── DATA IN THIS EXERCISE ──

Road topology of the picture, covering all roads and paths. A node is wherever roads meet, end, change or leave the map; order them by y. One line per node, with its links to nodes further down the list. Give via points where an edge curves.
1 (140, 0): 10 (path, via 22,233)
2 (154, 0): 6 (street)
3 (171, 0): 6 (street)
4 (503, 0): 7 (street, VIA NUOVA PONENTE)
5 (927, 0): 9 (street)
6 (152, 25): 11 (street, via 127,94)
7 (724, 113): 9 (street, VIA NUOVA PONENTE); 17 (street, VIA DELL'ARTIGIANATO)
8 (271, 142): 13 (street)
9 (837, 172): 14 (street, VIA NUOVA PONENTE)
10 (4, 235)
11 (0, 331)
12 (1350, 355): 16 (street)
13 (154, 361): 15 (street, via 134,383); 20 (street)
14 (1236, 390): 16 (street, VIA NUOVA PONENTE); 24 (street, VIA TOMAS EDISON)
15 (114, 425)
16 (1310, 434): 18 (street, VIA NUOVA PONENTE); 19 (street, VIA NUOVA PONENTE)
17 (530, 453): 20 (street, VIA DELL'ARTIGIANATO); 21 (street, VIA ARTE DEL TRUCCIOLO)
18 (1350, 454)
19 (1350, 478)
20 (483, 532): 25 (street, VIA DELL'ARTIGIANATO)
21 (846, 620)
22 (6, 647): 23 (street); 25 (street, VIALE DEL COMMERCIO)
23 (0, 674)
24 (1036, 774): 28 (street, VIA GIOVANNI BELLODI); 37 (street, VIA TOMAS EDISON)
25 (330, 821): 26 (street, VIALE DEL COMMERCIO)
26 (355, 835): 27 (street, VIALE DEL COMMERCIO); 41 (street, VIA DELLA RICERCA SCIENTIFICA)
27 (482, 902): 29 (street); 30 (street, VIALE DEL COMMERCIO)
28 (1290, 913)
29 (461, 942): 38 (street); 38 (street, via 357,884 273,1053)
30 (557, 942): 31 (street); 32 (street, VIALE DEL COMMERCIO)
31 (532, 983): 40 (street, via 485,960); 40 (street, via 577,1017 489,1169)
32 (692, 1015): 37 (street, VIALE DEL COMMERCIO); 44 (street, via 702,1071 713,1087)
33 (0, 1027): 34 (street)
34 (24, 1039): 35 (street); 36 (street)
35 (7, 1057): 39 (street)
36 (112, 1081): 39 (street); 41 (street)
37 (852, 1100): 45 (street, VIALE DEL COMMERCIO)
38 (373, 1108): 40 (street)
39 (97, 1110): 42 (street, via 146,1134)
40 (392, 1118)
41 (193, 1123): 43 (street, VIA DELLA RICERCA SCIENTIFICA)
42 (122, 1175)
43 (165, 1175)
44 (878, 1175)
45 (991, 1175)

───

Set down the whole listing again, exactly as it was given.

Road topology of the picture, covering all roads and paths. A node is wherever roads meet, end, change or leave the map; order them by y. One line per node, with its links to nodes further down the list. Give via points where an edge curves.
1 (140, 0): 10 (path, via 22,233)
2 (154, 0): 6 (street)
3 (171, 0): 6 (street)
4 (503, 0): 7 (street, VIA NUOVA PONENTE)
5 (927, 0): 9 (street)
6 (152, 25): 11 (street, via 127,94)
7 (724, 113): 9 (street, VIA NUOVA PONENTE); 17 (street, VIA DELL'ARTIGIANATO)
8 (271, 142): 13 (street)
9 (837, 172): 14 (street, VIA NUOVA PONENTE)
10 (4, 235)
11 (0, 331)
12 (1350, 355): 16 (street)
13 (154, 361): 15 (street, via 134,383); 20 (street)
14 (1236, 390): 16 (street, VIA NUOVA PONENTE); 24 (street, VIA TOMAS EDISON)
15 (114, 425)
16 (1310, 434): 18 (street, VIA NUOVA PONENTE); 19 (street, VIA NUOVA PONENTE)
17 (530, 453): 20 (street, VIA DELL'ARTIGIANATO); 21 (street, VIA ARTE DEL TRUCCIOLO)
18 (1350, 454)
19 (1350, 478)
20 (483, 532): 25 (street, VIA DELL'ARTIGIANATO)
21 (846, 620)
22 (6, 647): 23 (street); 25 (street, VIALE DEL COMMERCIO)
23 (0, 674)
24 (1036, 774): 28 (street, VIA GIOVANNI BELLODI); 37 (street, VIA TOMAS EDISON)
25 (330, 821): 26 (street, VIALE DEL COMMERCIO)
26 (355, 835): 27 (street, VIALE DEL COMMERCIO); 41 (street, VIA DELLA RICERCA SCIENTIFICA)
27 (482, 902): 29 (street); 30 (street, VIALE DEL COMMERCIO)
28 (1290, 913)
29 (461, 942): 38 (street); 38 (street, via 357,884 273,1053)
30 (557, 942): 31 (street); 32 (street, VIALE DEL COMMERCIO)
31 (532, 983): 40 (street, via 485,960); 40 (street, via 577,1017 489,1169)
32 (692, 1015): 37 (street, VIALE DEL COMMERCIO); 44 (street, via 702,1071 713,1087)
33 (0, 1027): 34 (street)
34 (24, 1039): 35 (street); 36 (street)
35 (7, 1057): 39 (street)
36 (112, 1081): 39 (street); 41 (street)
37 (852, 1100): 45 (street, VIALE DEL COMMERCIO)
38 (373, 1108): 40 (street)
39 (97, 1110): 42 (street, via 146,1134)
40 (392, 1118)
41 (193, 1123): 43 (street, VIA DELLA RICERCA SCIENTIFICA)
42 (122, 1175)
43 (165, 1175)
44 (878, 1175)
45 (991, 1175)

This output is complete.